What Kliment didn’t mention is that he not only worked at Mr. B’s, he also lived around the corner at 1504 Loveland, in a little house with a nice front porch, from 1977 until ’87, long after he had quit the grocery store to become a Springfield police officer. He wasn’t assigned there as a neighborhood officer; he simply chose to live on the Eastside.

Of course, the Unity members still had questions. They probed Kliment like a parent grilling a teen, asking the kind of questions that required specific answers and left the chief little wiggle room.

“I don’t believe there will be any credibility to the Springfield Police Department until we get a [citizens] review board. . . .And I don’t believe there will be a credible police review board until there is full disclosure to whoever the reviewers on that board are,” said Eddie Price, chairman of the Association of Minorities in Government. “I would like to hear what you would envision a police review board being.”

“My personal vision is to have a committee that does get full access,” Kliment responded, adding that he hoped some threshold of seriousness would be established–specifically, the board should concentrate on complaints concerning use of force, in-custody injury or death, and racial problems.

Price pressed him again to repeat his pledge that the review board would have full access to investigations.

“Sure,” Kliment said. “That’s the only way they can see what was done.”

Another Unity member asked Kliment why SPD takes so long to shut down known drug houses.

“Because there’s so many of them, to be quite honest,” Kliment responded. He promised to assign more officers to SPD’s narcotics unit, which currently has just four patrolmen and a sergeant. “As soon as I can find some bodies,” he said, “that’s where they’re going.”

On some questions, however, Kliment was less forthcoming, muffled by a combination of the his then-unconfirmed status (City Council unanimously confirmed Kliment the following Tuesday night), the pending race discrimination lawsuit filed against the city by a group of black current and former SPD officers, and his own tendency to speak like a meter is running and assessing a nickel-per-word fee. Eloquence is not Kliment’s strong suit (and he knows it–“I’m really naïve to the political part of this,” he says). A cross between John Wayne and a ventriloquist, Kliment doesn’t say much, and his lips hardly move when he speaks. But he means every word he says.

Pressed about minority recruiting, and about the union’s relationship with minority officers, Kliment was careful to not make promises he couldn’t keep or divulge details of arbitrations on behalf of black officers. At one point, Assistant Chief Rob Williams–the highest-ranking black officer at SPD–spoke up in Kliment’s defense.

“The most important thing is . . . he comes to the table and he doesn’t have
all the answers.

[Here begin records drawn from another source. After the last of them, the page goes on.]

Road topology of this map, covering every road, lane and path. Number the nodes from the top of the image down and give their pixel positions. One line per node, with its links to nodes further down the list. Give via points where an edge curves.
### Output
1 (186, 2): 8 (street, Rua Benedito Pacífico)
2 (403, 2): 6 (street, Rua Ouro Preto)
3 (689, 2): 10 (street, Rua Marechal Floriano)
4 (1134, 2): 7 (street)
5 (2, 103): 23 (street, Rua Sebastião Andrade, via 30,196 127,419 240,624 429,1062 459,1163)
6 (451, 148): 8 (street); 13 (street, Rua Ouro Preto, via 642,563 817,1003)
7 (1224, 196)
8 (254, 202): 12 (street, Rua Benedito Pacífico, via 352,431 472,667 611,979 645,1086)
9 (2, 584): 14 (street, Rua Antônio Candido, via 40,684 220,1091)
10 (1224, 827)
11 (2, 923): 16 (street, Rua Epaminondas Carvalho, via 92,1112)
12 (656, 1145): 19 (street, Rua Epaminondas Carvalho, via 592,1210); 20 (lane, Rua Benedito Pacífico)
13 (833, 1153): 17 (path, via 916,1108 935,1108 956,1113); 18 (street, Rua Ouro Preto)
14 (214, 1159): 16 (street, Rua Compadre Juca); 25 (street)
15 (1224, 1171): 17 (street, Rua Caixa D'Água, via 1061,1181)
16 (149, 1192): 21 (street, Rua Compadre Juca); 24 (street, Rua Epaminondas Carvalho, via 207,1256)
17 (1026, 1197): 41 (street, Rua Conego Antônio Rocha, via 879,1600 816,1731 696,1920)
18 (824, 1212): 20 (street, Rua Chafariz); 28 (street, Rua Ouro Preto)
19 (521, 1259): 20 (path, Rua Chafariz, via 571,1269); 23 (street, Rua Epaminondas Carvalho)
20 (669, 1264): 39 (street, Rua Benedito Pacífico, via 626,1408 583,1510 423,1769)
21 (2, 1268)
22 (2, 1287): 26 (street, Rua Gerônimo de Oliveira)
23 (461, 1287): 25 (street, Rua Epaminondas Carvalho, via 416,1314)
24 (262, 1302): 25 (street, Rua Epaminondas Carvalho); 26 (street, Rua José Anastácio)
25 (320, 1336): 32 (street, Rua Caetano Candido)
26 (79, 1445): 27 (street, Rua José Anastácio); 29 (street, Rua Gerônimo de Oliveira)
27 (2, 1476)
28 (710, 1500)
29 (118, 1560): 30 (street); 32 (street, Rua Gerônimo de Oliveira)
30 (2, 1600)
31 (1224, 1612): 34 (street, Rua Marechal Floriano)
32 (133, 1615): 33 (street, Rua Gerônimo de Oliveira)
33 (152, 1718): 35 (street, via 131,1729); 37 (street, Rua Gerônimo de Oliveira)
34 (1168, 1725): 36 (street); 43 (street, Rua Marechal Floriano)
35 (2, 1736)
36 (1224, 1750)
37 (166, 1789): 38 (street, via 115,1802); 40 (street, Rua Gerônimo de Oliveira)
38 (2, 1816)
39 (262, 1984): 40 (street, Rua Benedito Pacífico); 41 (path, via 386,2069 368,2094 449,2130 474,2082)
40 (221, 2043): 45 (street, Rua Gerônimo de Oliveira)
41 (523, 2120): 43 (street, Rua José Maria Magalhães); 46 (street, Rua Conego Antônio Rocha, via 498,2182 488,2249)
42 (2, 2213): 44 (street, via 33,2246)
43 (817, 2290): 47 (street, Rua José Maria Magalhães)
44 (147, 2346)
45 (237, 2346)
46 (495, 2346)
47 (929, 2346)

That’s a first for me,” Rob Williams said. “I’ve been down
here 17 years, and most of the chiefs have that Type A personality where they
come down there with all the answers. Because he doesn’t have all the answers,
he’s going to actively listen. . . . And once you start doing that, once people
know that he’ll be actively listening to them, then we start having meaningful
dialogue between him and other groups.”